§ Given data
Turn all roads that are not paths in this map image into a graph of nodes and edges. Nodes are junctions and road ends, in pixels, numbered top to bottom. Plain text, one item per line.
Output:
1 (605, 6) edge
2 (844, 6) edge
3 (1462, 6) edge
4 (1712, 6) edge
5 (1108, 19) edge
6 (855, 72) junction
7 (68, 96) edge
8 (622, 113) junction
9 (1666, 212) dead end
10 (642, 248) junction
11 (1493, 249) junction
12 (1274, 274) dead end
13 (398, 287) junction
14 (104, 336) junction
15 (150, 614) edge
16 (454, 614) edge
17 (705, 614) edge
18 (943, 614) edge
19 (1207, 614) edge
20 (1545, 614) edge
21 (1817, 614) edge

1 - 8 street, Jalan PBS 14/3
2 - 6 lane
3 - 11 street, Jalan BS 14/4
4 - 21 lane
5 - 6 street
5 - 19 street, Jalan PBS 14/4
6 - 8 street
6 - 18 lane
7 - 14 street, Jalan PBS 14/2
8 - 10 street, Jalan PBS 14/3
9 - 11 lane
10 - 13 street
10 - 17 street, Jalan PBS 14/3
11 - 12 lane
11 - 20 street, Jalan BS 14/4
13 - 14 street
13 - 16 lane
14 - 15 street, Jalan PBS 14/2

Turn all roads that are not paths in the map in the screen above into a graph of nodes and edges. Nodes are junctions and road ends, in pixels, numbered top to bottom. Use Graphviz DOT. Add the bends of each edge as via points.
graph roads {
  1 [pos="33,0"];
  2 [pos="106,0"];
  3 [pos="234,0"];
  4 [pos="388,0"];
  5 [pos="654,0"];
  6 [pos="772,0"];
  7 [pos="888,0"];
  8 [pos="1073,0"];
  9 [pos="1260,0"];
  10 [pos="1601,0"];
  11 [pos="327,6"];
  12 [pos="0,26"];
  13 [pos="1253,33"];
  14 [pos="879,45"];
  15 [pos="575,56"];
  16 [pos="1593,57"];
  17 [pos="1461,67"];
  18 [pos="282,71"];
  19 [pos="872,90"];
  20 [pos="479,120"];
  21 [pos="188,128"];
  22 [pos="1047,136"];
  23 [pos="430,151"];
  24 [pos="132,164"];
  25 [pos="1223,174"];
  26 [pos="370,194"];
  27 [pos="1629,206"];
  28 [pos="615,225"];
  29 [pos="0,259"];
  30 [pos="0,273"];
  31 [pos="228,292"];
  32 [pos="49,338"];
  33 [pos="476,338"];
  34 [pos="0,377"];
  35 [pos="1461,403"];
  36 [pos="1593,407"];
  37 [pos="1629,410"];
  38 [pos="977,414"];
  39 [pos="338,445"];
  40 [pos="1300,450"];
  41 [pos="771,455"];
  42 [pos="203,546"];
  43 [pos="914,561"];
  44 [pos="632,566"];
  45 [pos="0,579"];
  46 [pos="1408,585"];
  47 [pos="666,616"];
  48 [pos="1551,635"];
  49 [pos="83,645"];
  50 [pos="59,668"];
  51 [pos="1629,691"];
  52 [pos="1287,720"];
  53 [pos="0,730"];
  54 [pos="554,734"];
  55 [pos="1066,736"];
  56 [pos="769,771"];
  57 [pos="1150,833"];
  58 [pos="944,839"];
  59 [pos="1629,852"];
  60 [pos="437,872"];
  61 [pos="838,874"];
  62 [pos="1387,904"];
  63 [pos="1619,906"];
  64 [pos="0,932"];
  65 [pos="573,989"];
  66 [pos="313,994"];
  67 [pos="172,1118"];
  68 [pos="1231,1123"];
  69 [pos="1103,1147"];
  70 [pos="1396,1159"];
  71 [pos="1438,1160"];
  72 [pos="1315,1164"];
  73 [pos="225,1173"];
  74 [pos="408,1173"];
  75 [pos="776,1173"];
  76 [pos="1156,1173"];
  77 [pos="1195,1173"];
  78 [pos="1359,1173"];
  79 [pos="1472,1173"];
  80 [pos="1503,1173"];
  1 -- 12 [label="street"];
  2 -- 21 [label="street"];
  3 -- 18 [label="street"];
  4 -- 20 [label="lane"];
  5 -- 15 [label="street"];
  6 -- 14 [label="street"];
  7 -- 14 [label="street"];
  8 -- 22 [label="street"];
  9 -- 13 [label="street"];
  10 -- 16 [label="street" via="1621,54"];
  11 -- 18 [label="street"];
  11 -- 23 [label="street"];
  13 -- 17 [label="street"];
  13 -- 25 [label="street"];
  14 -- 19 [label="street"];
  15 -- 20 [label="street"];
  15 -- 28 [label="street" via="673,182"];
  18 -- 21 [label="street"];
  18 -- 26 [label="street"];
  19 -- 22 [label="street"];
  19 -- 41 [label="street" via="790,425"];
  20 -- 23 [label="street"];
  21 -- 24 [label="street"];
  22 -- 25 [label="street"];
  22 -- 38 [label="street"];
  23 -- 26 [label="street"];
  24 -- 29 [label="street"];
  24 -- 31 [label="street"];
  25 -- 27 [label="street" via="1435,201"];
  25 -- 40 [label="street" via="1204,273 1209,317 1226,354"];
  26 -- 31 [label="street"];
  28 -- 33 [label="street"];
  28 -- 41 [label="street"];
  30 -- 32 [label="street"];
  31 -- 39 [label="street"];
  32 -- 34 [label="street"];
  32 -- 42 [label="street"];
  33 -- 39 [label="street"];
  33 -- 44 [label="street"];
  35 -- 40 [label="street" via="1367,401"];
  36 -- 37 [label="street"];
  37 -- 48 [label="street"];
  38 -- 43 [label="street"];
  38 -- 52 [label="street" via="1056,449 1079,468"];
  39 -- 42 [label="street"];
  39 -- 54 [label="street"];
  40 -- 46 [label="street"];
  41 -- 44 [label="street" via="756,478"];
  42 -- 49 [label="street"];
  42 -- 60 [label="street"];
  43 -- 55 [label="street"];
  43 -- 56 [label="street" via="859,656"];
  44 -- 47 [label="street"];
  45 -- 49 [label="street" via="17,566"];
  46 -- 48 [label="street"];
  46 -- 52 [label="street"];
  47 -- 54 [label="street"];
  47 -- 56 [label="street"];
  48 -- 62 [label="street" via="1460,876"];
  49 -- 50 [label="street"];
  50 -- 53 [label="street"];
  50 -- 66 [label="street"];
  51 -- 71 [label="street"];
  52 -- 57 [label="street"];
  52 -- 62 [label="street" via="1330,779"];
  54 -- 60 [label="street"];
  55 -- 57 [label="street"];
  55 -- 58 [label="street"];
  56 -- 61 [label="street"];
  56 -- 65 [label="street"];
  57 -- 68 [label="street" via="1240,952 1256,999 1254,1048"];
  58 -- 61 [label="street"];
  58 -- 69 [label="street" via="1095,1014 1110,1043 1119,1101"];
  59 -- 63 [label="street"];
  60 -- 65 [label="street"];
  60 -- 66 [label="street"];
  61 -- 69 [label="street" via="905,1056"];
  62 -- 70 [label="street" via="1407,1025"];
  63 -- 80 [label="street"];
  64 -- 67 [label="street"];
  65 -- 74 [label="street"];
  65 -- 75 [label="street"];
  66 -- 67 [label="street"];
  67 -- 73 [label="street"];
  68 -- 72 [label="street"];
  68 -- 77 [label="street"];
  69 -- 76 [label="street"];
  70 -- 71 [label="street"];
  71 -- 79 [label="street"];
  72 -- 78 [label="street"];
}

§ Activity
Your response should be made up of the lines in the data that contain the word "into".

§ Result of the exercise
Turn all roads that are not paths in this map image into a graph of nodes and edges. Nodes are junctions and road ends, in pixels, numbered top to bottom. Plain text, one item per line.
Turn all roads that are not paths in the map in the screen above into a graph of nodes and edges. Nodes are junctions and road ends, in pixels, numbered top to bottom. Use Graphviz DOT. Add the bends of each edge as via points.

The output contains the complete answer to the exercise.